Esto explica por qué Hebreos alude a nosotros como los hermanos de Jesús y como sus hijos. Como nuestro hermano mayor, Jesús es nuestro tutor, nuestro guardián y protector.
“Cristo vino a la Tierra tomando la humanidad y presentándose como representante del hombre para mostrar que, en el conflicto con Satanás, el hombre tal como Dios lo creó, unido con el Padre y el Hijo, podía obedecer todos los requerimientos divinos” (MS 1:309).

“En su vida y sus lecciones, Cristo dio un ejemplo perfecto del ministerio abnegado que tiene su origen en Dios. Dios no vive para sí. Al crear el mundo y al sostener todas las cosas está sirviendo constantemente a otros.
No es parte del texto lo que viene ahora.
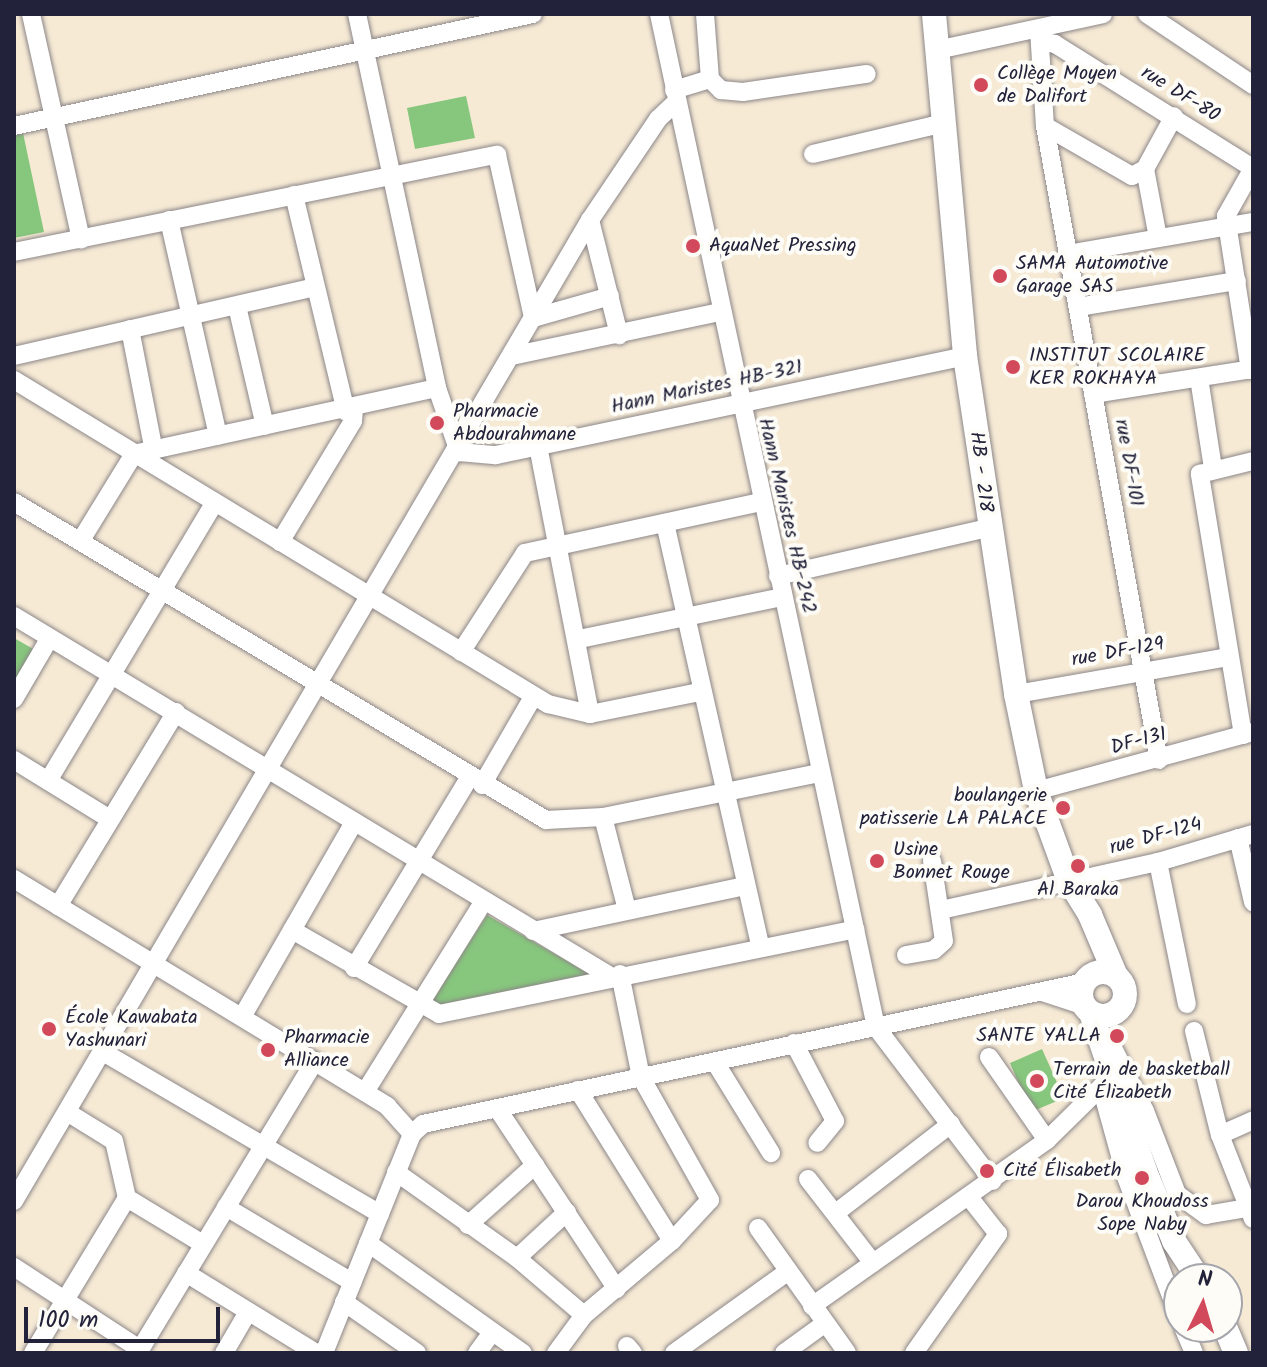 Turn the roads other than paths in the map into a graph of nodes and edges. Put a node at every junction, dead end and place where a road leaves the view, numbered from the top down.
1 (31, 14) edge
2 (357, 14) edge
3 (533, 14) edge
4 (659, 14) edge
5 (705, 14) edge
6 (934, 14) edge
7 (1103, 14) edge
8 (1147, 14) edge
9 (1076, 17) edge
10 (1039, 35) junction
11 (365, 49) junction
12 (937, 50) junction
13 (867, 74) dead end
14 (710, 79) junction
15 (1253, 85) edge
16 (675, 96) junction
17 (1174, 116) junction
18 (52, 117) junction
19 (944, 123) junction
20 (14, 126) edge
21 (1045, 126) junction
22 (813, 154) dead end
23 (1253, 168) edge
24 (1145, 169) junction
25 (392, 175) junction
26 (294, 195) junction
27 (1226, 218) junction
28 (169, 220) junction
29 (590, 220) junction
30 (1253, 222) edge
31 (1158, 238) junction
32 (81, 240) junction
33 (14, 252) edge
34 (1067, 254) junction
35 (1237, 281) junction
36 (315, 287) junction
37 (610, 296) junction
38 (237, 306) junction
39 (1078, 307) junction
40 (720, 312) junction
41 (188, 316) junction
42 (533, 318) junction
43 (130, 329) junction
44 (619, 335) junction
45 (14, 356) edge
46 (511, 356) junction
47 (965, 356) junction
48 (1251, 369) edge
49 (1199, 378) junction
50 (14, 380) edge
51 (437, 388) junction
52 (1093, 394) junction
53 (739, 404) junction
54 (350, 411) junction
55 (265, 426) junction
56 (218, 436) junction
57 (538, 446) junction
58 (154, 451) junction
59 (459, 452) junction
60 (134, 454) junction
61 (1253, 461) edge
62 (1213, 468) junction
63 (14, 502) edge
64 (215, 502) junction
65 (761, 502) junction
66 (665, 523) junction
67 (987, 528) junction
68 (81, 540) junction
69 (280, 542) junction
70 (561, 545) junction
71 (778, 576) junction
72 (162, 590) junction
73 (782, 597) junction
74 (371, 600) junction
75 (15, 619) edge
76 (686, 619) junction
77 (49, 639) junction
78 (579, 639) junction
79 (461, 652) junction
80 (1229, 657) junction
81 (1142, 672) junction
82 (111, 675) junction
83 (319, 688) junction
84 (699, 692) junction
85 (1016, 694) junction
86 (533, 697) junction
87 (14, 699) edge
88 (176, 712) junction
89 (590, 714) junction
90 (1248, 733) edge
91 (14, 760) edge
92 (1159, 760) junction
93 (270, 770) junction
94 (819, 773) junction
95 (48, 781) junction
96 (476, 782) junction
97 (1036, 791) junction
98 (722, 794) junction
99 (603, 817) junction
100 (110, 819) junction
101 (354, 822) junction
102 (1245, 836) edge
103 (419, 861) junction
104 (932, 861) dead end
105 (1158, 862) junction
106 (14, 879) edge
107 (1069, 881) junction
108 (744, 886) junction
109 (484, 901) junction
110 (1253, 902) edge
111 (58, 906) junction
112 (627, 910) junction
113 (941, 910) junction
114 (1090, 915) junction
115 (855, 929) junction
116 (292, 930) junction
117 (533, 931) junction
118 (760, 946) junction
119 (906, 955) dead end
120 (155, 964) junction
121 (354, 968) junction
122 (615, 975) junction
123 (1116, 976) junction
124 (1088, 979) junction
125 (1042, 992) junction
126 (1187, 1004) dead end
127 (419, 1006) junction
128 (1088, 1010) junction
129 (1116, 1013) junction
130 (242, 1017) junction
131 (876, 1027) junction
132 (1194, 1031) dead end
133 (794, 1043) junction
134 (103, 1052) junction
135 (989, 1057) dead end
136 (315, 1061) junction
137 (715, 1062) junction
138 (1108, 1069) junction
139 (641, 1077) junction
140 (578, 1090) junction
141 (365, 1092) junction
142 (497, 1108) junction
143 (67, 1112) junction
144 (1253, 1120) edge
145 (951, 1124) junction
146 (412, 1134) junction
147 (1220, 1135) junction
148 (1047, 1140) junction
149 (817, 1143) dead end
150 (263, 1147) junction
151 (771, 1153) dead end
152 (535, 1165) junction
153 (396, 1172) junction
154 (20, 1177) edge
155 (808, 1179) dead end
156 (993, 1181) junction
157 (969, 1197) junction
158 (127, 1198) junction
159 (14, 1201) edge
160 (226, 1207) junction
161 (1252, 1211) edge
162 (567, 1212) junction
163 (837, 1212) junction
164 (380, 1214) junction
165 (468, 1225) junction
166 (758, 1228) dead end
167 (672, 1241) junction
168 (368, 1243) junction
169 (203, 1244) junction
170 (517, 1258) junction
171 (873, 1263) junction
172 (1188, 1263) edge
173 (14, 1267) edge
174 (787, 1272) junction
175 (186, 1273) junction
176 (1163, 1275) edge
177 (352, 1282) junction
178 (617, 1289) junction
179 (65, 1300) junction
180 (344, 1302) junction
181 (812, 1306) junction
182 (248, 1312) junction
183 (584, 1315) junction
184 (824, 1324) junction
185 (492, 1332) junction
186 (139, 1351) edge
187 (33, 1353) edge
188 (224, 1353) edge
189 (316, 1353) edge
190 (324, 1353) edge
191 (417, 1353) edge
192 (477, 1353) edge
193 (523, 1353) edge
194 (556, 1353) edge
195 (674, 1353) edge
196 (784, 1353) edge
197 (847, 1353) edge
198 (914, 1353) edge

1 - 18 street
2 - 11 street
3 - 11 street
4 - 16 street, Hann Maristes HB-242
5 - 14 street
6 - 12 main road, HB - 218
7 - 9 street
8 - 15 street
9 - 10 street
10 - 12 street
10 - 17 street, rue DF-80
10 - 21 street, rue DF-101
11 - 18 street
11 - 25 street
12 - 19 main road, HB - 218
13 - 14 street
14 - 16 street
16 - 29 street
16 - 40 street, Hann Maristes HB-242
17 - 23 street, rue DF-80
17 - 24 street
18 - 20 street
18 - 32 street
19 - 22 street
19 - 47 main road, HB - 218
21 - 24 street
21 - 34 street, rue DF-101
23 - 27 street
24 - 31 street
25 - 26 street
25 - 42 street
25 - 51 street
26 - 28 street
26 - 36 street
27 - 30 street
27 - 31 street
27 - 35 street
28 - 32 street
28 - 41 street
29 - 37 street
29 - 42 street
31 - 34 street
32 - 33 street
34 - 39 street, rue DF-101
35 - 39 street
35 - 48 street
36 - 38 street
36 - 54 street
37 - 42 street
37 - 44 street
38 - 41 street
38 - 55 street
39 - 52 street, rue DF-101
40 - 44 street
40 - 53 street, Hann Maristes HB-242
41 - 43 street
41 - 56 street
42 - 46 street
43 - 45 street
43 - 58 street
44 - 46 street
46 - 59 street
47 - 53 street, Hann Maristes HB-321
47 - 67 main road, HB - 218
48 - 49 street
49 - 52 street
49 - 62 street
50 - 60 street
51 - 54 street
51 - 59 street
52 - 81 street, rue DF-101
53 - 57 street, Hann Maristes HB-321
53 - 65 street, Hann Maristes HB-242
54 - 55 street
54 - 69 street
55 - 56 street
56 - 58 street
57 - 59 street, Hann Maristes HB-321
57 - 70 street
58 - 60 street
59 - 74 street
60 - 64 street
60 - 68 street
61 - 62 street
62 - 80 street
63 - 68 street
64 - 69 street
64 - 72 street
65 - 66 street
65 - 71 street, Hann Maristes HB-242
66 - 70 street
66 - 76 street
67 - 71 street
67 - 85 main road, HB - 218
68 - 72 street
69 - 74 street
70 - 78 street
70 - 79 street
71 - 73 street, Hann Maristes HB-242
72 - 82 street
72 - 83 street
73 - 76 street
73 - 94 street, Hann Maristes HB-242
74 - 79 street
74 - 83 street
75 - 77 street
76 - 78 street
76 - 84 street
77 - 82 street
77 - 87 street
78 - 89 street
79 - 86 street
80 - 81 street, rue DF-129
80 - 90 street
81 - 85 street, rue DF-129
81 - 92 street, rue DF-101
82 - 88 street
82 - 95 street
83 - 93 street
83 - 96 street
84 - 89 street
84 - 98 street
85 - 97 main road, HB - 218
86 - 89 street
86 - 96 street
88 - 93 street
88 - 100 street
90 - 92 street, DF-131
91 - 95 street
92 - 97 street, DF-131
93 - 101 street
93 - 120 street
94 - 98 street
94 - 115 street, Hann Maristes HB-242
95 - 100 street
96 - 99 street
96 - 103 street
97 - 107 main road, HB - 218
98 - 99 street
98 - 108 street
99 - 112 street
100 - 111 street
101 - 103 street
101 - 116 street
102 - 105 street, rue DF-124
102 - 110 street
103 - 109 street
103 - 121 street
104 - 113 street
105 - 107 street, rue DF-124
105 - 126 street
106 - 111 street
107 - 113 street, rue DF-124
107 - 114 main road, HB - 218
108 - 112 street
108 - 118 street
109 - 117 street
109 - 127 street
111 - 120 street
112 - 117 street
113 - 119 street
114 - 123 main road, HB - 218
114 - 124 main road
115 - 118 street
115 - 131 street, Hann Maristes HB-242
116 - 121 street
116 - 130 street
117 - 122 street
118 - 122 street
120 - 130 street
120 - 134 street
121 - 127 street
122 - 127 street
122 - 139 street
123 - 124 main road
123 - 129 main road
124 - 125 street
124 - 128 main road
125 - 128 street
125 - 131 street
127 - 141 street
128 - 129 main road
128 - 138 main road
129 - 138 main road
130 - 136 street
131 - 133 street
131 - 145 street
132 - 147 street
133 - 137 street
133 - 149 street
134 - 143 street
134 - 150 street
135 - 148 street
136 - 141 street
136 - 150 street
137 - 139 street
137 - 151 street
138 - 148 street
138 - 161 street
138 - 172 main road
138 - 176 street
139 - 140 street
139 - 167 street
140 - 142 street
140 - 167 street
141 - 146 street
142 - 146 street
142 - 152 street
143 - 154 street
143 - 158 street
144 - 147 street
145 - 156 street
145 - 163 street
146 - 153 street
147 - 161 street
148 - 156 street
150 - 160 street
150 - 164 street
152 - 162 street
152 - 165 street
153 - 164 street
153 - 165 street
154 - 159 street
155 - 163 street
156 - 157 street
157 - 171 street
157 - 198 street
158 - 169 street
158 - 179 street
160 - 169 street
160 - 177 street
162 - 170 street
162 - 178 street
163 - 171 street
164 - 168 street
165 - 170 street
166 - 174 street
167 - 178 street
168 - 177 street
168 - 185 street
169 - 175 street
170 - 183 street
171 - 181 street
173 - 179 street
174 - 181 street
174 - 195 street
175 - 182 street
175 - 186 street
177 - 180 street
178 - 183 street
179 - 186 street
179 - 187 street
180 - 190 street
180 - 191 street
181 - 184 street
182 - 188 street
182 - 189 street
183 - 194 street
184 - 196 street
184 - 197 street
185 - 192 street
185 - 193 street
Él ‘hace salir su sol sobre malos y buenos, y [...] hace llover sobre justos e injustos’ (Mat. 5:45). Este ideal de ministerio fue confiado por Dios a su Hijo. Jesús fue dado para que estuviese a la cabeza de la humanidad, con el fin de que por su ejemplo pudiese enseñar lo que significa servir. Toda su vida fue regida por una ley de servicio. Sirvió a todos, ministró a todos” (DTG 604).

Preguntas para Dialogar:

  1. Hebreos nos dice que Jesús se convirtió en nuestro hermano para salvarnos. Piensa en lo que eso significa en términos de lo que Dios hizo para salvarnos. ¿Por qué, entonces, sería un error tan trágico darle la espalda a esta asombrosa realidad?

  2. ¿Por qué es importante para nosotros que Jesús no haya nacido “vendido al pecado” como nosotros (Rom. 7:14)? Piensa en Moisés y por qué era importante para los israelitas que él no fuera un esclavo como ellos. La historia de Moisés, de alguna manera, ¿cómo nos ayuda a comprender lo que Jesús ha hecho por nosotros?

  3. Reflexiona en el papel del sufrimiento en nuestra vida. ¿Por qué nunca debemos pensar que el sufrimiento, en sí mismo, es bueno, aunque a veces pueda salir algo bueno de él?